January 10th, 2008

Now that I've built up a head of steam, I want to keep this going. Today is part 3 of How the West Was Lost. But this one's a wee bit difficult to wrap my brain around. I mean, the thought is there, and the impression is true, but I haven't quite got the words yet to express it.

So, naturally, I use an analogy first, sort of as a way of spiralling in on the truth. (Well, the truth as I see it :) )

Let's first think about popular music in North America. In the 1970s and 1980s I used to listen to the same latest pop songs everyone else did, including those by BTO, Supertramp, Fleetwood Mac, Queen, etc. etc. etc. Now, for the time, those bands were popular because they had something new (or retro-new) and fresh-sounding. Whatever their schtick was, they were at the forefront of music because their sound or their songwriting, maybe just their image (a lá Bowie or Madonna) was new and somehow exciting and different. They may have spawned a million imitators, but they got there first. That "first arrival" was critical to their success.
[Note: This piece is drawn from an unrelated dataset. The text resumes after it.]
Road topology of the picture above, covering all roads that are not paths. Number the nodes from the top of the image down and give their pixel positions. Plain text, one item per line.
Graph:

But ten years after, if the bands themselves didn't innovate, they became yesterday's news. They could write exactly the same kinds of songs using the same chords, notes, lyrics, and sounds as before, but they were suddenly not so interesting. By, say, the early 90s, people were no longer interested in music of the 80s (and not yet ready for 80s nostalgia) so a new set of bands emerged, like Nirvana or Pearl Jam or Green Day, Spice Girls (heaven help us), or Britney Spears (heaven help her) etc. etc. etc.
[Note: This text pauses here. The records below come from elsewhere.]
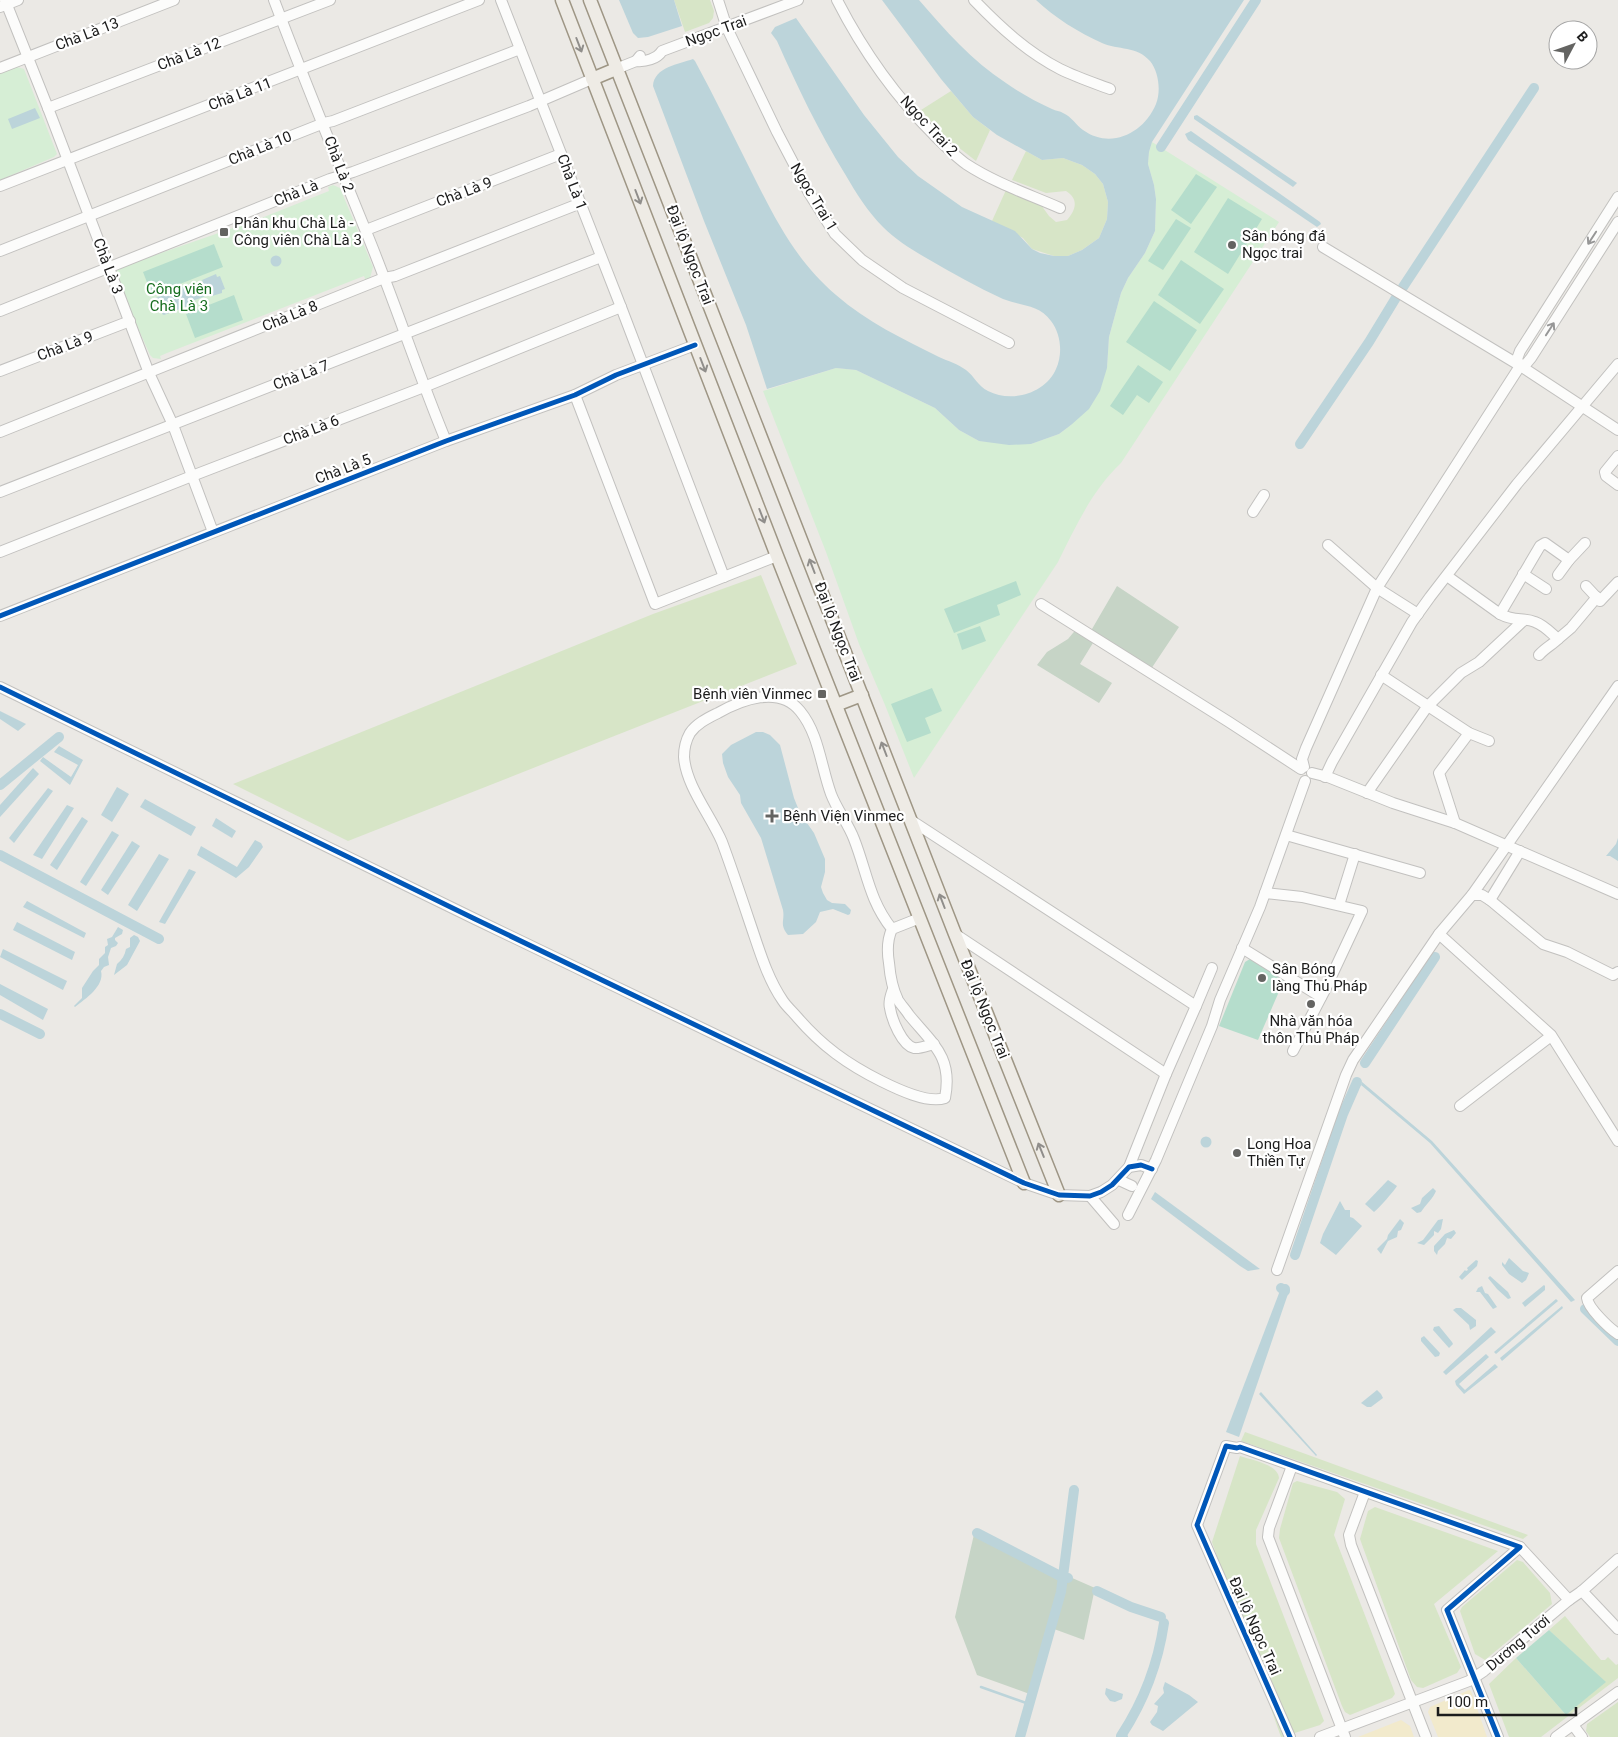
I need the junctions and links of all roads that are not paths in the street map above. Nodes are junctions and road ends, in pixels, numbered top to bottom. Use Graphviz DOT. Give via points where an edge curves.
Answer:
graph roads {
  1 [pos="18,0"];
  2 [pos="174,0"];
  3 [pos="274,0"];
  4 [pos="330,0"];
  5 [pos="479,0"];
  6 [pos="501,0"];
  7 [pos="562,0"];
  8 [pos="590,0"];
  9 [pos="718,0"];
  10 [pos="798,0"];
  11 [pos="837,0"];
  12 [pos="974,0"];
  13 [pos="4,4"];
  14 [pos="281,19"];
  15 [pos="727,28"];
  16 [pos="520,48"];
  17 [pos="28,57"];
  18 [pos="0,68"];
  19 [pos="616,69"];
  20 [pos="301,70"];
  21 [pos="592,79"];
  22 [pos="1110,89"];
  23 [pos="541,100"];
  24 [pos="48,108"];
  25 [pos="324,123"];
  26 [pos="562,154"];
  27 [pos="69,160"];
  28 [pos="342,175"];
  29 [pos="0,186"];
  30 [pos="1618,197"];
  31 [pos="581,203"];
  32 [pos="1060,208"];
  33 [pos="89,217"];
  34 [pos="1618,222"];
  35 [pos="366,230"];
  36 [pos="1323,247"];
  37 [pos="0,251"];
  38 [pos="601,257"];
  39 [pos="109,268"];
  40 [pos="384,278"];
  41 [pos="621,307"];
  42 [pos="0,311"];
  43 [pos="130,321"];
  44 [pos="406,334"];
  45 [pos="695,344"];
  46 [pos="1009,344"];
  47 [pos="1618,364"];
  48 [pos="643,365"];
  49 [pos="1520,366"];
  50 [pos="0,371"];
  51 [pos="149,373"];
  52 [pos="424,387"];
  53 [pos="576,395"];
  54 [pos="1584,406"];
  55 [pos="173,425"];
  56 [pos="1618,430"];
  57 [pos="0,432"];
  58 [pos="446,441"];
  59 [pos="1618,456"];
  60 [pos="192,476"];
  61 [pos="1618,485"];
  62 [pos="0,492"];
  63 [pos="1264,495"];
  64 [pos="1253,512"];
  65 [pos="214,532"];
  66 [pos="1585,543"];
  67 [pos="1328,545"];
  68 [pos="0,552"];
  69 [pos="777,556"];
  70 [pos="1569,560"];
  71 [pos="1523,574"];
  72 [pos="1558,575"];
  73 [pos="724,577"];
  74 [pos="1618,582"];
  75 [pos="1451,583"];
  76 [pos="1586,586"];
  77 [pos="1378,588"];
  78 [pos="1546,589"];
  79 [pos="1597,597"];
  80 [pos="1041,604"];
  81 [pos="1418,614"];
  82 [pos="1500,614"];
  83 [pos="0,616"];
  84 [pos="1523,621"];
  85 [pos="1558,639"];
  86 [pos="1539,655"];
  87 [pos="1381,676"];
  88 [pos="1618,686"];
  89 [pos="0,687"];
  90 [pos="862,695"];
  91 [pos="836,705"];
  92 [pos="1427,707"];
  93 [pos="1469,733"];
  94 [pos="1489,741"];
  95 [pos="1305,772"];
  96 [pos="1326,777"];
  97 [pos="1367,793"];
  98 [pos="912,821"];
  99 [pos="1455,823"];
  100 [pos="1286,835"];
  101 [pos="1506,846"];
  102 [pos="1520,851"];
  103 [pos="1355,854"];
  104 [pos="1420,873"];
  105 [pos="1265,893"];
  106 [pos="1618,894"];
  107 [pos="1472,895"];
  108 [pos="1490,900"];
  109 [pos="1339,905"];
  110 [pos="920,918"];
  111 [pos="892,929"];
  112 [pos="955,934"];
  113 [pos="1439,934"];
  114 [pos="1242,948"];
  115 [pos="1212,968"];
  116 [pos="1618,972"];
  117 [pos="893,989"];
  118 [pos="1321,997"];
  119 [pos="1196,1006"];
  120 [pos="1551,1036"];
  121 [pos="934,1044"];
  122 [pos="1293,1051"];
  123 [pos="1166,1074"];
  124 [pos="1460,1106"];
  125 [pos="1618,1141"];
  126 [pos="1129,1167"];
  127 [pos="1152,1169"];
  128 [pos="1118,1180"];
  129 [pos="1024,1183"];
  130 [pos="1132,1186"];
  131 [pos="1059,1195"];
  132 [pos="1090,1196"];
  133 [pos="1128,1215"];
  134 [pos="1114,1224"];
  135 [pos="1277,1270"];
  136 [pos="1618,1271"];
  137 [pos="1618,1334"];
  138 [pos="1292,1466"];
  139 [pos="1365,1492"];
  140 [pos="1520,1547"];
  141 [pos="1618,1559"];
  142 [pos="1582,1591"];
  143 [pos="1569,1600"];
  144 [pos="1618,1629"];
  145 [pos="1474,1678"];
  146 [pos="1618,1692"];
  147 [pos="1412,1702"];
  148 [pos="1573,1725"];
  149 [pos="1344,1733"];
  150 [pos="1290,1737"];
  151 [pos="1320,1737"];
  152 [pos="1426,1737"];
  153 [pos="1498,1737"];
  154 [pos="1556,1737"];
  155 [pos="1582,1737"];
  1 -- 13 [label="street"];
  2 -- 17 [label="street, Chà Là 13"];
  3 -- 14 [label="street, Chà Là 2"];
  4 -- 14 [label="street, Chà Là 12"];
  5 -- 20 [label="street, Chà Là 11"];
  6 -- 16 [label="street, Chà Là 1"];
  7 -- 21 [label="main road, Đại lộ Ngọc Trai, one-way"];
  8 -- 19 [label="main road, Đại lộ Ngọc Trai"];
  9 -- 15 [label="street, Ngọc Trai 1"];
  10 -- 15 [label="street, Ngọc Trai"];
  11 -- 32 [label="street, Ngọc Trai 2" via="897,92 954,154 988,177"];
  12 -- 22 [label="street" via="1003,30 1034,54 1062,70"];
  13 -- 17 [label="street, Chà Là 3"];
  14 -- 20 [label="street, Chà Là 2"];
  14 -- 24 [label="street, Chà Là 12"];
  15 -- 19 [label="street, Ngọc Trai" via="662,51 656,50"];
  15 -- 46 [label="street, Ngọc Trai 1" via="809,193 835,234 862,260 904,288"];
  16 -- 23 [label="street, Chà Là 1"];
  16 -- 25 [label="street, Chà Là 10"];
  17 -- 18 [label="street, Chà Là 13"];
  17 -- 24 [label="street, Chà Là 3"];
  19 -- 21 [label="main road"];
  90 -- 19 [label="main road, Đại lộ Ngọc Trai, one-way"];
  20 -- 25 [label="street, Chà Là 2"];
  20 -- 27 [label="street, Chà Là 11"];
  21 -- 23 [label="street, Chà Là"];
  21 -- 45 [label="main road, Đại lộ Ngọc Trai, one-way"];
  23 -- 26 [label="street, Chà Là 1"];
  23 -- 28 [label="street, Chà Là"];
  24 -- 27 [label="street, Chà Là 3"];
  25 -- 28 [label="street, Chà Là 2"];
  25 -- 33 [label="street, Chà Là 10"];
  26 -- 31 [label="street, Chà Là 1"];
  26 -- 35 [label="street, Chà Là 9"];
  27 -- 29 [label="street, Chà Là 11"];
  27 -- 33 [label="street, Chà Là 3"];
  28 -- 35 [label="street, Chà Là 2"];
  28 -- 39 [label="street, Chà Là"];
  30 -- 49 [label="street, one-way" via="1520,351 1517,359"];
  31 -- 38 [label="street, Chà Là 1"];
  31 -- 40 [label="street, Chà Là 8"];
  33 -- 37 [label="street, Chà Là 10"];
  33 -- 39 [label="street, Chà Là 3"];
  49 -- 34 [label="street, one-way" via="1531,358"];
  35 -- 40 [label="street, Chà Là 2"];
  36 -- 49 [label="street"];
  38 -- 41 [label="street, Chà Là 1"];
  38 -- 44 [label="street, Chà Là 7"];
  39 -- 42 [label="street, Chà Là"];
  39 -- 43 [label="street, Chà Là 3"];
  40 -- 44 [label="street, Chà Là 2"];
  40 -- 51 [label="street, Chà Là 8"];
  41 -- 48 [label="street, Chà Là 1"];
  41 -- 52 [label="street, Chà Là 6"];
  43 -- 50 [label="street, Chà Là 9"];
  43 -- 51 [label="street, Chà Là 3"];
  44 -- 52 [label="street, Chà Là 2"];
  44 -- 55 [label="street, Chà Là 7"];
  45 -- 48 [label="street, Chà Là 5"];
  45 -- 69 [label="main road, Đại lộ Ngọc Trai, one-way"];
  47 -- 54 [label="street"];
  48 -- 53 [label="street, Chà Là 5"];
  48 -- 73 [label="street, Chà Là 1"];
  49 -- 54 [label="street"];
  49 -- 77 [label="street"];
  51 -- 55 [label="street, Chà Là 3"];
  51 -- 57 [label="street, Chà Là 8"];
  52 -- 58 [label="street, Chà Là 2"];
  52 -- 60 [label="street, Chà Là 6"];
  53 -- 58 [label="street, Chà Là 5"];
  53 -- 73 [label="street" via="655,604"];
  54 -- 56 [label="street"];
  54 -- 75 [label="street" via="1517,484"];
  55 -- 60 [label="street, Chà Là 3"];
  55 -- 62 [label="street, Chà Là 7"];
  58 -- 65 [label="street, Chà Là 5"];
  59 -- 61 [label="street" via="1605,472"];
  60 -- 65 [label="street, Chà Là 3"];
  60 -- 68 [label="street, Chà Là 6"];
  63 -- 64 [label="street"];
  65 -- 83 [label="street, Chà Là 5"];
  66 -- 70 [label="street"];
  67 -- 77 [label="street"];
  69 -- 73 [label="street"];
  69 -- 91 [label="main road, Đại lộ Ngọc Trai"];
  70 -- 71 [label="street" via="1546,542 1540,546"];
  70 -- 72 [label="street"];
  71 -- 78 [label="street"];
  71 -- 82 [label="street"];
  74 -- 79 [label="street" via="1600,601"];
  75 -- 81 [label="street"];
  75 -- 82 [label="street"];
  76 -- 79 [label="street"];
  77 -- 81 [label="street"];
  77 -- 95 [label="street" via="1306,748 1302,759"];
  79 -- 85 [label="street"];
  80 -- 95 [label="street"];
  81 -- 87 [label="street"];
  82 -- 84 [label="street"];
  84 -- 85 [label="street" via="1534,621"];
  84 -- 92 [label="street" via="1479,662 1461,673"];
  85 -- 86 [label="street"];
  87 -- 92 [label="street"];
  87 -- 96 [label="street"];
  88 -- 101 [label="street"];
  89 -- 129 [label="street"];
  90 -- 91 [label="main road"];
  98 -- 90 [label="main road, Đại lộ Ngọc Trai, one-way"];
  91 -- 110 [label="main road, Đại lộ Ngọc Trai"];
  92 -- 93 [label="street"];
  92 -- 97 [label="street"];
  93 -- 94 [label="street"];
  93 -- 99 [label="street" via="1439,773"];
  95 -- 96 [label="street"];
  95 -- 100 [label="street"];
  96 -- 97 [label="street"];
  97 -- 99 [label="street"];
  112 -- 98 [label="main road, Đại lộ Ngọc Trai, one-way"];
  98 -- 119 [label="street"];
  99 -- 101 [label="street"];
  100 -- 103 [label="street"];
  100 -- 105 [label="street"];
  101 -- 102 [label="street"];
  101 -- 107 [label="street"];
  102 -- 106 [label="street"];
  102 -- 108 [label="street"];
  103 -- 104 [label="street"];
  103 -- 109 [label="street"];
  105 -- 109 [label="street"];
  105 -- 114 [label="street"];
  107 -- 108 [label="street" via="1482,895"];
  107 -- 113 [label="street"];
  108 -- 116 [label="street" via="1543,944 1613,975"];
  109 -- 118 [label="street" via="1362,911"];
  110 -- 111 [label="street"];
  110 -- 129 [label="main road, Đại lộ Ngọc Trai"];
  111 -- 117 [label="street" via="887,952"];
  111 -- 121 [label="street" via="881,916 872,895 848,824 831,794 814,735 800,711 787,700 765,697 734,704 701,722 685,745 684,758 692,786 720,840 762,960 783,1001 814,1036 853,1067 893,1087 938,1100 946,1098 948,1085 946,1066"];
  112 -- 123 [label="street" via="1060,1008"];
  131 -- 112 [label="main road, Đại lộ Ngọc Trai, one-way"];
  113 -- 120 [label="street"];
  113 -- 135 [label="street" via="1349,1067"];
  114 -- 118 [label="street"];
  114 -- 127 [label="street"];
  115 -- 119 [label="street"];
  117 -- 121 [label="street" via="898,1001"];
  117 -- 121 [label="street" via="890,1009 901,1038 915,1048"];
  118 -- 122 [label="street"];
  119 -- 123 [label="street"];
  120 -- 124 [label="street"];
  120 -- 125 [label="street"];
  123 -- 126 [label="street"];
  126 -- 127 [label="street" via="1142,1165"];
  126 -- 128 [label="street"];
  127 -- 133 [label="street"];
  128 -- 130 [label="street"];
  128 -- 132 [label="street"];
  129 -- 131 [label="street"];
  131 -- 132 [label="street"];
  132 -- 134 [label="street"];
  136 -- 137 [label="street" via="1587,1298 1588,1304"];
  138 -- 139 [label="street"];
  138 -- 149 [label="street" via="1268,1537"];
  138 -- 150 [label="street, Đại lộ Ngọc Trai" via="1226,1446 1196,1524"];
  139 -- 140 [label="street"];
  139 -- 147 [label="street" via="1349,1535 1351,1544"];
  140 -- 143 [label="street"];
  140 -- 145 [label="street" via="1447,1610"];
  141 -- 142 [label="street, Dương Tươi"];
  142 -- 143 [label="street, Dương Tươi"];
  142 -- 144 [label="street"];
  143 -- 145 [label="street, Dương Tươi"];
  145 -- 147 [label="street, Dương Tươi"];
  145 -- 153 [label="street"];
  146 -- 148 [label="street"];
  147 -- 149 [label="street, Dương Tươi"];
  147 -- 152 [label="street"];
  148 -- 154 [label="street"];
  148 -- 155 [label="street"];
  149 -- 151 [label="street, Dương Tươi"];
}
And, ten years after that, the grunge or 90s pop sound itself became passé. Those bands who didn't innovate are finding the most popular of their songs from the last decade slowly making their way onto the "classic rock" playlists. But their new material, if it sounds the same as ever, is disappointing to fans and themselves. Their time came and went, not because they changed, but because the popular ear grew tired and accustomed to them. Too bad, so sad, hope you enjoyed your time in the sun.
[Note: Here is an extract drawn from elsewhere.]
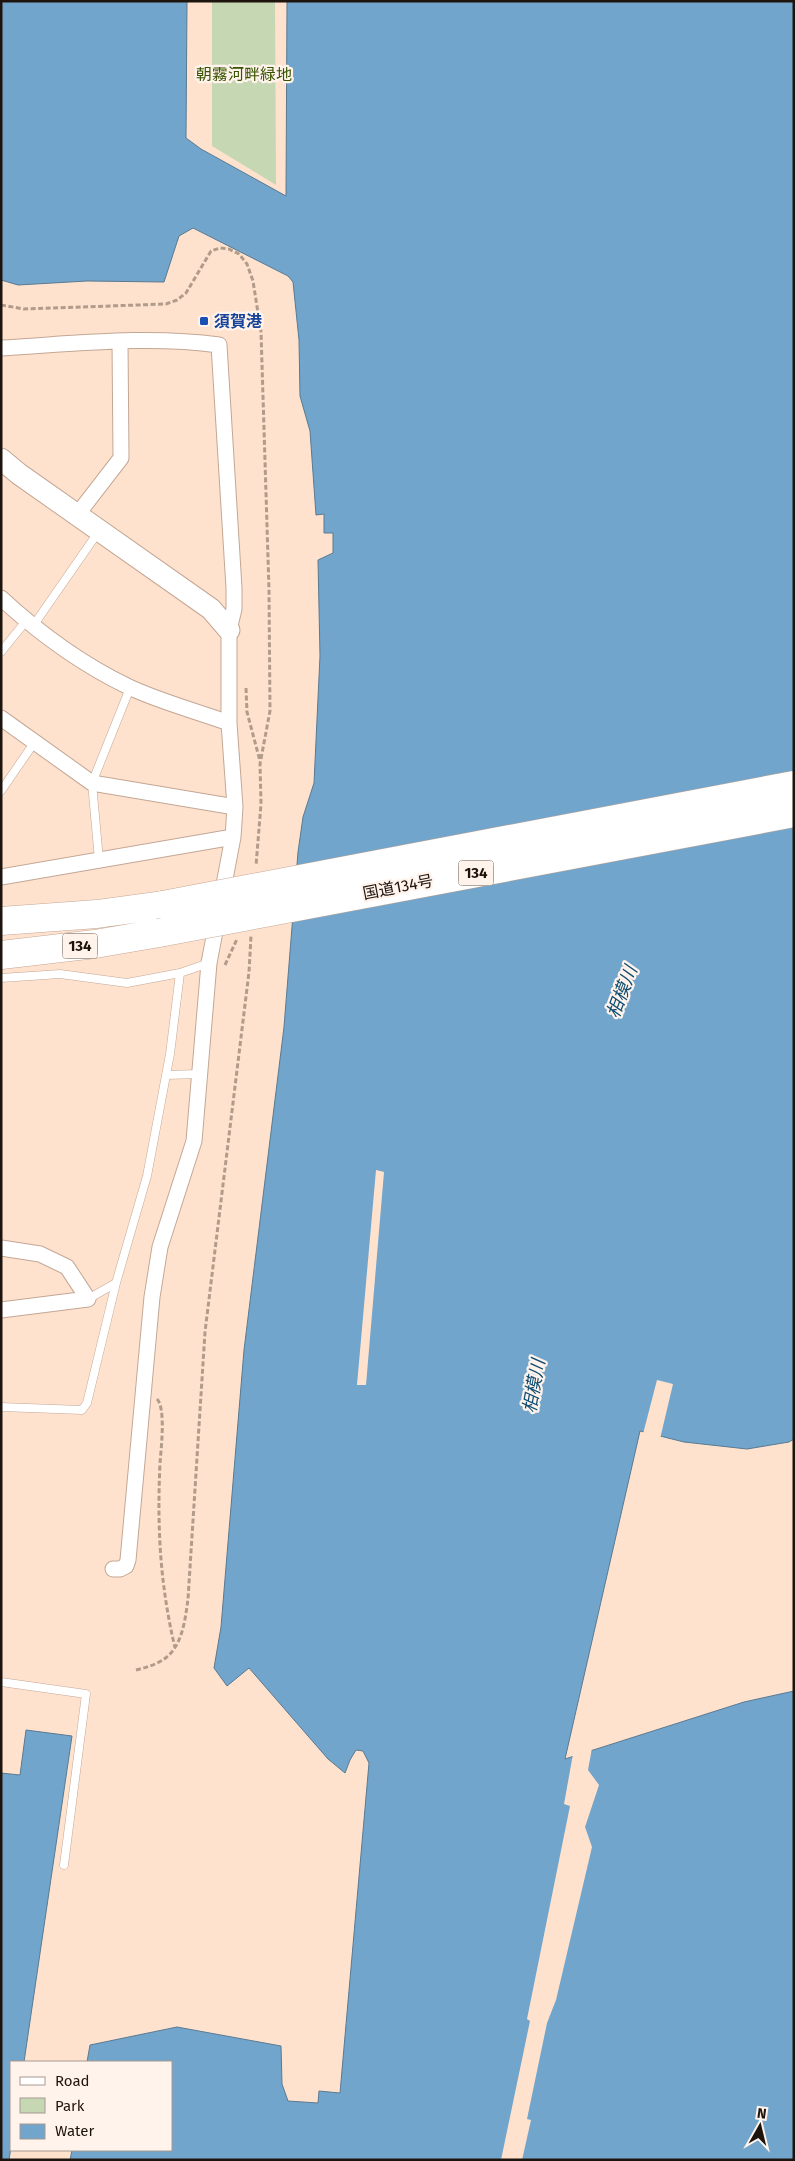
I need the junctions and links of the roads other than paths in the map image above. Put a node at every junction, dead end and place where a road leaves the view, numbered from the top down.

OK, so the same can be said of entire empires, albeit on a much larger scale. The examples abound. The British Empire had something special: Britannia ruled the waves—not necessarily because they were the first, but because they were the biggest and the best by creating then applying the British Naval Tradition. Which was an extension of culturally-advanced social science thinking around the time, led by British philosophers such as Thomas Hobbes (read his work Leviathan if you ever get a chance ... you'll see just how little people have changed in the last 500 years).

They were Imperially-minded, sure, but that's nothing special: all folks from the greatest leaders of great empires down to the poorest and dirtiest beggars wallowing in the dust of the smallest and most pointless of two-bit nations all want to expand their horizons. No, ruling the waves gave the British Empire the edge in order to be expansionist, not its aspirations to expand.

But after a few dozen or so years—a century, tops—their Naval Rule over the world lost its glitz and glitter, so to speak. Heck, everyone had ships and went off to find foreign lands to occupy. The world was running out of poor savages to be saved from themselves. Worse, some of those territories were getting stroppy and wanting their independence back (e.g., India, Ireland always) or (heaven help us) autonomy (e.g., America, Canada).*

And, as I already said, by then they had ships of their own! There goes the neighbourhood; Britannia no longer ruled the waves, and thus her decline from empire status began.

Empires before had gone the same route and following the same pattern, though, of course, the details are always different. The point is, once that edge that allows empires to grow and flourish is gone, the empire crumbles.

Say, you know what the Western Empire's great advantage over the rest of the world was? I do. You should think about it yourself before you read the next paragraph ... if for no other reason, than to see if (or how much) you think along the same lines that I do.

OK, ready? It's not engineering or "high" technology (communication especially), though that's certainly part of it. It's not broad resource-based expansion, though that's part of it too. It's not greatly-improved transportation, though ... well, that made it possible. Nope, it's formalization of production ... what we sometimes simplify as "mass production" (though that's really only part of it too). The Great White Western Empire learned how to build ... stuff ... really well and really quickly. And now all us middle class folks have lots of that stuff. And because of all that stuff (and people buying it), a free-enterprise democratic loosely-couple religious society like America, Germany, or Britain can rise and temporarily flourish.

Anyhow, the Western Empire has already ceded world dominance in this category. The Western Empire no longer is the only show in town when it comes to Building Stuff for Consumers. And because of that it's becoming the 1980s pop music of the empire business. Simply everyone, dahling, has highly-efficient factories at the head of fast delivery chains held together by well-maintained communication channels. The West is no longer special in that regard and, because that was the currency it grew on and stayed strong with, it is a logical—and inevitable—conclusion that the West has started its decline into decrepitude.


* I'm not saying they actually did get their independence right away, I'm just saying that they started wanting it more -er- vocally.

That's it for today, but I'm glad I'm getting these ideas down. My rants have proven invaluable to me in clarifying, for my own edification, what I think is going on in the world. Part 4 coming soon.